**Aim of the exercise**. Take from the listing each line that has the string "down".

**Working data**.
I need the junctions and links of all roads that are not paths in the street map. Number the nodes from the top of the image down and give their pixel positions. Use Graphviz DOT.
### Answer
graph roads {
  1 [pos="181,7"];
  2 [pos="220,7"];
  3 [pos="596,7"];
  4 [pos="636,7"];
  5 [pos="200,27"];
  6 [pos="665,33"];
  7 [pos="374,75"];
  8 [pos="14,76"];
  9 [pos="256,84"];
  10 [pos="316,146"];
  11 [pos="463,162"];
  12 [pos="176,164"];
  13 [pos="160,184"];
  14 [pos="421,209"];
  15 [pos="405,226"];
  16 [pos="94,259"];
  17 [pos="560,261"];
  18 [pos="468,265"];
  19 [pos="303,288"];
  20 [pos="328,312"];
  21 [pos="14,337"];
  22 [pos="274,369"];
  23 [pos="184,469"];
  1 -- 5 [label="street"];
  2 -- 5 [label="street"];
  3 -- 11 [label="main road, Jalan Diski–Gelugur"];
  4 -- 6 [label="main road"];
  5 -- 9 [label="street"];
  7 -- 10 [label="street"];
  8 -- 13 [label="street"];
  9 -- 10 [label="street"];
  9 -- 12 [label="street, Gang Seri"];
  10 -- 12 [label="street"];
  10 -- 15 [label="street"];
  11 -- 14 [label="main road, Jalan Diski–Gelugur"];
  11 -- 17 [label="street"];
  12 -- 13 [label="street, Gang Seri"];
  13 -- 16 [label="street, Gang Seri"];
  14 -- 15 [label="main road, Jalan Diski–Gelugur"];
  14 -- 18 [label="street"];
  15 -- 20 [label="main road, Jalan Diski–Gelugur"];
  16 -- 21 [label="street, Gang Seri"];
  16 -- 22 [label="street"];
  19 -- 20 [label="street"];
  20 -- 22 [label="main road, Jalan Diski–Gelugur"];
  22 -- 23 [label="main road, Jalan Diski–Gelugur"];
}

...

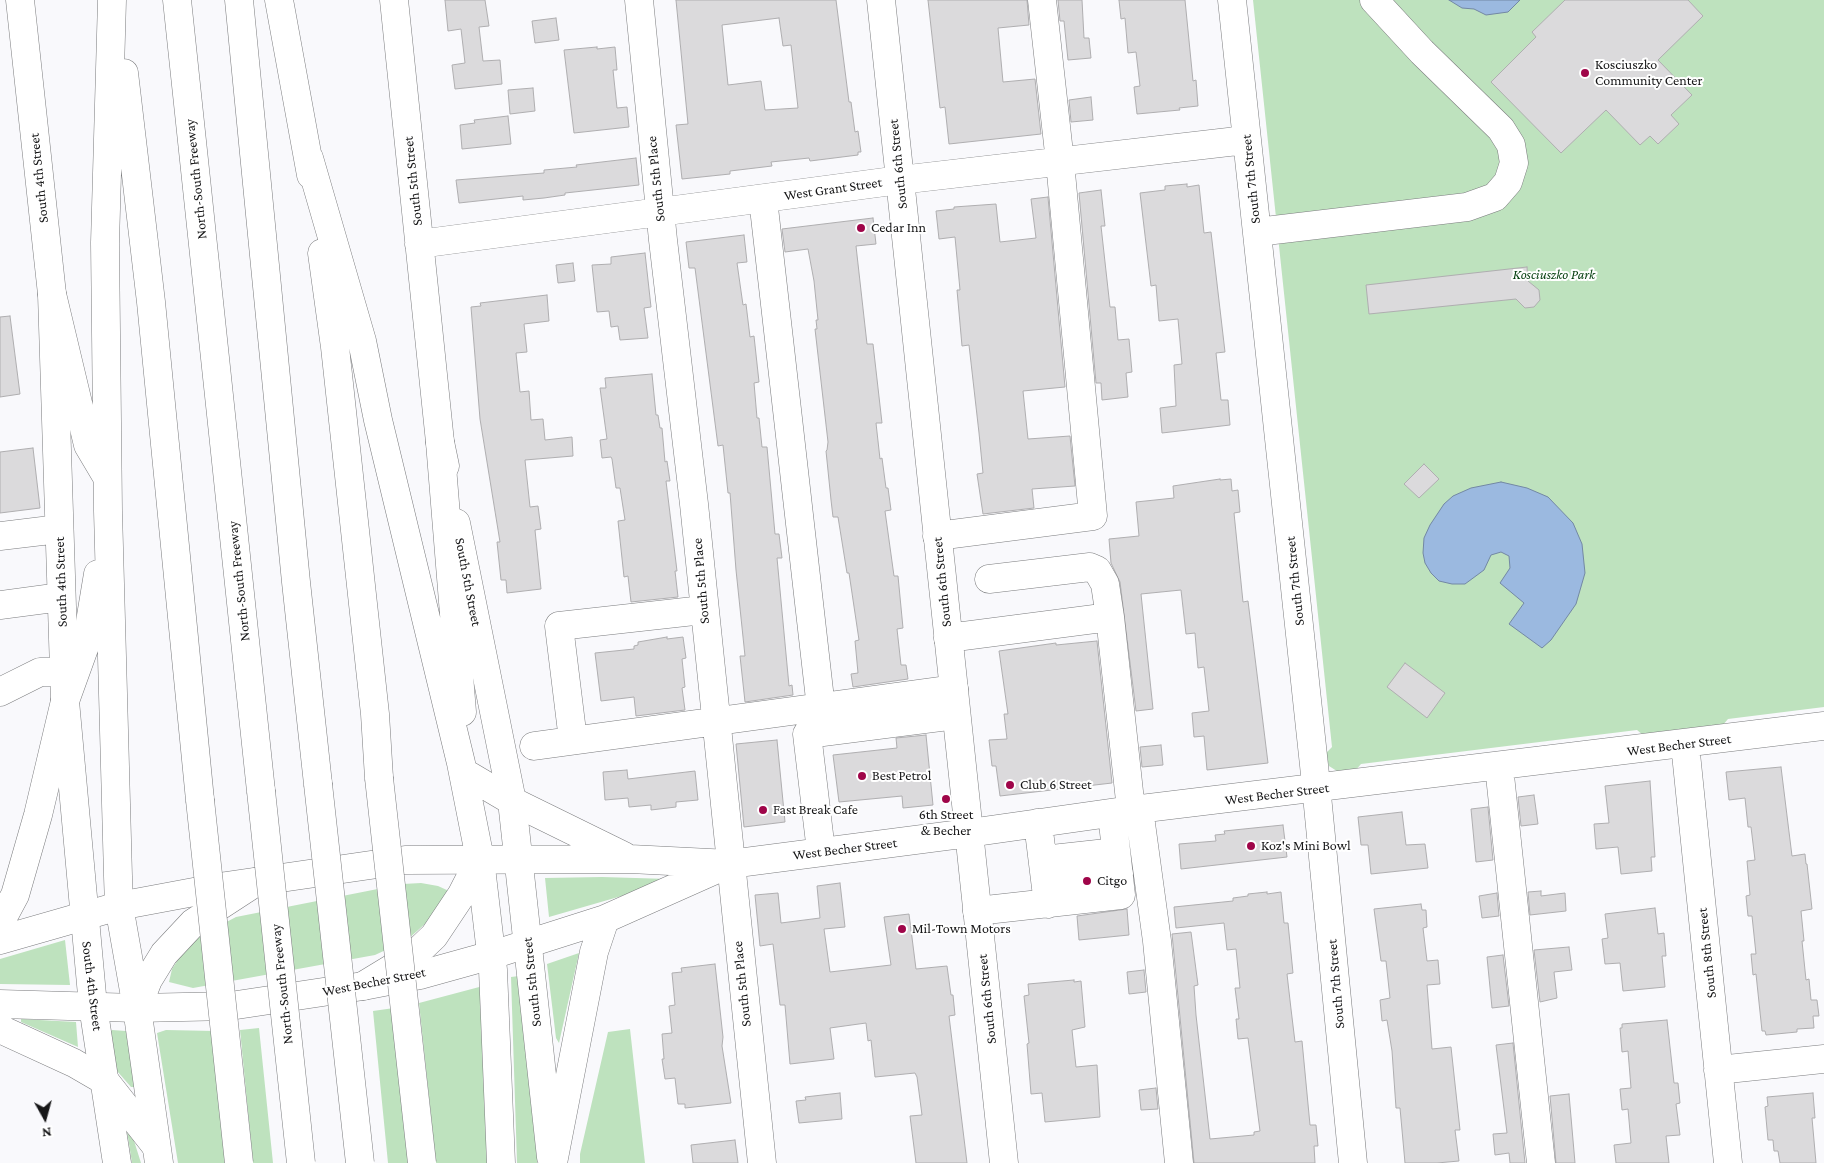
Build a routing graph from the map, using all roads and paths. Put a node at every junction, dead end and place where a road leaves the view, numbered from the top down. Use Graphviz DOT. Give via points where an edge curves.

**Exercise answer**.
I need the junctions and links of all roads that are not paths in the street map. Number the nodes from the top of the image down and give their pixel positions. Use Graphviz DOT.
Build a routing graph from the map, using all roads and paths. Put a node at every junction, dead end and place where a road leaves the view, numbered from the top down. Use Graphviz DOT. Give via points where an edge curves.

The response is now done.